What you have to do
Where a line below holds the string "their", that line goes into the answer.

═══ Exercise data ═══

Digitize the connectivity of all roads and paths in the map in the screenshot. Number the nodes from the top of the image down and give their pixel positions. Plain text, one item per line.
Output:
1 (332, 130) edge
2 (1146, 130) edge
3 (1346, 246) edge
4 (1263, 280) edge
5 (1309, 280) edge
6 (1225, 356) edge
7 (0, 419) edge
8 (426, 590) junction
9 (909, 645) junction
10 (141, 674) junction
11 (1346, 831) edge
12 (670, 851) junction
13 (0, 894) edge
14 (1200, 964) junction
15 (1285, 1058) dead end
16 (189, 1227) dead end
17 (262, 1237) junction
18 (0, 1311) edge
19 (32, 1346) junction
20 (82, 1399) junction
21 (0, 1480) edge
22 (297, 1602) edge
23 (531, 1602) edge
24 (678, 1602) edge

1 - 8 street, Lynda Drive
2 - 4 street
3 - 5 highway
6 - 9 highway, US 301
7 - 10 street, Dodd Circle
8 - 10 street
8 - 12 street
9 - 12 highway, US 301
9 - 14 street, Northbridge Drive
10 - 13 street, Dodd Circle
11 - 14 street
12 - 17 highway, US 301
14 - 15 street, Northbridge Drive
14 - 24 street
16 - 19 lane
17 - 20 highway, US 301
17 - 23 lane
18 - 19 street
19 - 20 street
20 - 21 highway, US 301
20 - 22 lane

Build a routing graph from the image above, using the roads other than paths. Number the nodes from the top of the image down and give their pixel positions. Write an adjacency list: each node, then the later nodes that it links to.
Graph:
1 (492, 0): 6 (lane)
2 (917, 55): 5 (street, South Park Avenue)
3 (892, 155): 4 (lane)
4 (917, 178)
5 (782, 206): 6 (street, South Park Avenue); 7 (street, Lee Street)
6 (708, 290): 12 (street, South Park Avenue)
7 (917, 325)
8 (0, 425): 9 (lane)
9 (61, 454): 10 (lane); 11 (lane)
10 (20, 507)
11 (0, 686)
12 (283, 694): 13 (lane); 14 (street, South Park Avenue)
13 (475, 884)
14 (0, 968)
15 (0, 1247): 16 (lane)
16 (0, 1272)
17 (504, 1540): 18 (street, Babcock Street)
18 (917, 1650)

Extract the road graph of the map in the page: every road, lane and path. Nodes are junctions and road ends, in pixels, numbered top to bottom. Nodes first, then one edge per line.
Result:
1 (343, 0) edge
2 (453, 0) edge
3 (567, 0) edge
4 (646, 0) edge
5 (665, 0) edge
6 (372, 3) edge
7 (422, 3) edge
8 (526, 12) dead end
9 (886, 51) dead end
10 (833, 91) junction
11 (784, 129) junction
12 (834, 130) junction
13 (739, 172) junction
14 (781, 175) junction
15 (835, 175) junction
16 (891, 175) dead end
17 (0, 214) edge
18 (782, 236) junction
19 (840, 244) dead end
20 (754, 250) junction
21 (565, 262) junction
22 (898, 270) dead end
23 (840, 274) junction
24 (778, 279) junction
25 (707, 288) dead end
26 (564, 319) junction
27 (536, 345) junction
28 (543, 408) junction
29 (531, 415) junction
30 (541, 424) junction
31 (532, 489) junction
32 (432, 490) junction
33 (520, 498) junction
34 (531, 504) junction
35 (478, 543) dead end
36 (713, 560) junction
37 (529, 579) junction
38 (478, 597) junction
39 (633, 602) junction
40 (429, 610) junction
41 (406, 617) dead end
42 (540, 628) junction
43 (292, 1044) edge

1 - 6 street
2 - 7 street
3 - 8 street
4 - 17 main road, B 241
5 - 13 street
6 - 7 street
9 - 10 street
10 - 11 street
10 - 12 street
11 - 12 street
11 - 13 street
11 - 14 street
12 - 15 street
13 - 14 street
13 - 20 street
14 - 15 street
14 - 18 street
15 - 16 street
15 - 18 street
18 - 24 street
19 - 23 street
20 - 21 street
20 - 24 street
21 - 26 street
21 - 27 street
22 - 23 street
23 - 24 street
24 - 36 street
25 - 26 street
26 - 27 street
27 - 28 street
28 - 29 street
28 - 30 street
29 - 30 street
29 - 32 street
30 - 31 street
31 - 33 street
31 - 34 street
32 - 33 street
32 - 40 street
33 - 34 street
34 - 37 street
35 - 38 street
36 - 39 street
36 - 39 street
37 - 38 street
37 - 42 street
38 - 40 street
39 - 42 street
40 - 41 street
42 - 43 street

═══

Reply to the task
Digitize the connectivity of all roads and paths in the map in the screenshot. Number the nodes from the top of the image down and give their pixel positions. Plain text, one item per line.
Build a routing graph from the image above, using the roads other than paths. Number the nodes from the top of the image down and give their pixel positions. Write an adjacency list: each node, then the later nodes that it links to.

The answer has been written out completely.